Collected data entries

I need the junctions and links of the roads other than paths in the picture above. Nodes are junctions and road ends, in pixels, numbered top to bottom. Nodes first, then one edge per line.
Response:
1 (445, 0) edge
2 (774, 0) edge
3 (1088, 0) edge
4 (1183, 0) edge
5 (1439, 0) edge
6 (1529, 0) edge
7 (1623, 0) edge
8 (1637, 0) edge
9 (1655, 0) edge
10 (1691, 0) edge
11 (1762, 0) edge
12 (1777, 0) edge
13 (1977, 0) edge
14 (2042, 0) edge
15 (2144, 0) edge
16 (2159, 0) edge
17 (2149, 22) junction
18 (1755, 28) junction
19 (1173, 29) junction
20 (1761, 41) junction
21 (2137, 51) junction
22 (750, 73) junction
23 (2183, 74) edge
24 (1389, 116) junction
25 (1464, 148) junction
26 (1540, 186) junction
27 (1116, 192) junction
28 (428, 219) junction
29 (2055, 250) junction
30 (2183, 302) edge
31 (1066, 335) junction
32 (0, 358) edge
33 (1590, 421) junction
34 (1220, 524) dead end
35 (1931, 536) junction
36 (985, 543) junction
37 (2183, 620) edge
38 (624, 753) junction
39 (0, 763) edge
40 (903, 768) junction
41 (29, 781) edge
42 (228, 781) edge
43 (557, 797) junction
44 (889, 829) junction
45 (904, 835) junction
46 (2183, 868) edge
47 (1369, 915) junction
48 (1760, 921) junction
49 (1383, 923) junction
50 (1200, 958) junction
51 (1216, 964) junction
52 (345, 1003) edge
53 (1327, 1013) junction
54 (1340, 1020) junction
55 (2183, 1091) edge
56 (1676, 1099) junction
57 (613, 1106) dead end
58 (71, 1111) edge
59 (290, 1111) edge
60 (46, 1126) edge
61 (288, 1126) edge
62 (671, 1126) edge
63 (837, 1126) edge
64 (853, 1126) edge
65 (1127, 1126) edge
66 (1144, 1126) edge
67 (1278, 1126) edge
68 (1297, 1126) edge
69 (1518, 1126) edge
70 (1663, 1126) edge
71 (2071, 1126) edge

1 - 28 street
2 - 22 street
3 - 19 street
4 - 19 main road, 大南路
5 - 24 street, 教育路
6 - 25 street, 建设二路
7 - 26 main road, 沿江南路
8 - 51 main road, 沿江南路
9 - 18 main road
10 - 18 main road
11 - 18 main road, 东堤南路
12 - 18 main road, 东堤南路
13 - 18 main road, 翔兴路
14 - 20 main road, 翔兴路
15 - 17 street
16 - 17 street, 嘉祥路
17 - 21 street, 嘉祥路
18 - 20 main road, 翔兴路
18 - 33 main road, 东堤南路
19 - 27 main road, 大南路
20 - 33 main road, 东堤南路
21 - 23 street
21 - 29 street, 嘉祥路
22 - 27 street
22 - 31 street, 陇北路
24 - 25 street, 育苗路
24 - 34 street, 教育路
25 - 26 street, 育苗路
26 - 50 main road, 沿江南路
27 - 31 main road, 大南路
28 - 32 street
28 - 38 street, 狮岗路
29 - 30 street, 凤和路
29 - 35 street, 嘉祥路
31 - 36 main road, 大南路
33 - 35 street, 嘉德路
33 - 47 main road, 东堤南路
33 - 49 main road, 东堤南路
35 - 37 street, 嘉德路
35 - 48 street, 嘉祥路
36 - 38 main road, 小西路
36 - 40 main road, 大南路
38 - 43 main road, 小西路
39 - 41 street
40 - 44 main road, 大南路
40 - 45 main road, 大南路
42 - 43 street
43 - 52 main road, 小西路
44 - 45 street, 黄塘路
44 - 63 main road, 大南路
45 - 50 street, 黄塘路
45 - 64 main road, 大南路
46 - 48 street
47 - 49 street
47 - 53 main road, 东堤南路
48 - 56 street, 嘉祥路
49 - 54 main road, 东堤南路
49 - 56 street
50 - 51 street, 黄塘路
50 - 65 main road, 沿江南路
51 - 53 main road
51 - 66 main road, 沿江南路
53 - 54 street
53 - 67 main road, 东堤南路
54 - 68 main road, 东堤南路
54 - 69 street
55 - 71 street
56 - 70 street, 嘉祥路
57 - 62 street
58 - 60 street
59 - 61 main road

• **WHAT TO PRODUCE**: All records are to be retyped exactly. None may be omitted.

• **TASK SOLUTION**:
I need the junctions and links of the roads other than paths in the picture above. Nodes are junctions and road ends, in pixels, numbered top to bottom. Nodes first, then one edge per line.
Response:
1 (445, 0) edge
2 (774, 0) edge
3 (1088, 0) edge
4 (1183, 0) edge
5 (1439, 0) edge
6 (1529, 0) edge
7 (1623, 0) edge
8 (1637, 0) edge
9 (1655, 0) edge
10 (1691, 0) edge
11 (1762, 0) edge
12 (1777, 0) edge
13 (1977, 0) edge
14 (2042, 0) edge
15 (2144, 0) edge
16 (2159, 0) edge
17 (2149, 22) junction
18 (1755, 28) junction
19 (1173, 29) junction
20 (1761, 41) junction
21 (2137, 51) junction
22 (750, 73) junction
23 (2183, 74) edge
24 (1389, 116) junction
25 (1464, 148) junction
26 (1540, 186) junction
27 (1116, 192) junction
28 (428, 219) junction
29 (2055, 250) junction
30 (2183, 302) edge
31 (1066, 335) junction
32 (0, 358) edge
33 (1590, 421) junction
34 (1220, 524) dead end
35 (1931, 536) junction
36 (985, 543) junction
37 (2183, 620) edge
38 (624, 753) junction
39 (0, 763) edge
40 (903, 768) junction
41 (29, 781) edge
42 (228, 781) edge
43 (557, 797) junction
44 (889, 829) junction
45 (904, 835) junction
46 (2183, 868) edge
47 (1369, 915) junction
48 (1760, 921) junction
49 (1383, 923) junction
50 (1200, 958) junction
51 (1216, 964) junction
52 (345, 1003) edge
53 (1327, 1013) junction
54 (1340, 1020) junction
55 (2183, 1091) edge
56 (1676, 1099) junction
57 (613, 1106) dead end
58 (71, 1111) edge
59 (290, 1111) edge
60 (46, 1126) edge
61 (288, 1126) edge
62 (671, 1126) edge
63 (837, 1126) edge
64 (853, 1126) edge
65 (1127, 1126) edge
66 (1144, 1126) edge
67 (1278, 1126) edge
68 (1297, 1126) edge
69 (1518, 1126) edge
70 (1663, 1126) edge
71 (2071, 1126) edge

1 - 28 street
2 - 22 street
3 - 19 street
4 - 19 main road, 大南路
5 - 24 street, 教育路
6 - 25 street, 建设二路
7 - 26 main road, 沿江南路
8 - 51 main road, 沿江南路
9 - 18 main road
10 - 18 main road
11 - 18 main road, 东堤南路
12 - 18 main road, 东堤南路
13 - 18 main road, 翔兴路
14 - 20 main road, 翔兴路
15 - 17 street
16 - 17 street, 嘉祥路
17 - 21 street, 嘉祥路
18 - 20 main road, 翔兴路
18 - 33 main road, 东堤南路
19 - 27 main road, 大南路
20 - 33 main road, 东堤南路
21 - 23 street
21 - 29 street, 嘉祥路
22 - 27 street
22 - 31 street, 陇北路
24 - 25 street, 育苗路
24 - 34 street, 教育路
25 - 26 street, 育苗路
26 - 50 main road, 沿江南路
27 - 31 main road, 大南路
28 - 32 street
28 - 38 street, 狮岗路
29 - 30 street, 凤和路
29 - 35 street, 嘉祥路
31 - 36 main road, 大南路
33 - 35 street, 嘉德路
33 - 47 main road, 东堤南路
33 - 49 main road, 东堤南路
35 - 37 street, 嘉德路
35 - 48 street, 嘉祥路
36 - 38 main road, 小西路
36 - 40 main road, 大南路
38 - 43 main road, 小西路
39 - 41 street
40 - 44 main road, 大南路
40 - 45 main road, 大南路
42 - 43 street
43 - 52 main road, 小西路
44 - 45 street, 黄塘路
44 - 63 main road, 大南路
45 - 50 street, 黄塘路
45 - 64 main road, 大南路
46 - 48 street
47 - 49 street
47 - 53 main road, 东堤南路
48 - 56 street, 嘉祥路
49 - 54 main road, 东堤南路
49 - 56 street
50 - 51 street, 黄塘路
50 - 65 main road, 沿江南路
51 - 53 main road
51 - 66 main road, 沿江南路
53 - 54 street
53 - 67 main road, 东堤南路
54 - 68 main road, 东堤南路
54 - 69 street
55 - 71 street
56 - 70 street, 嘉祥路
57 - 62 street
58 - 60 street
59 - 61 main road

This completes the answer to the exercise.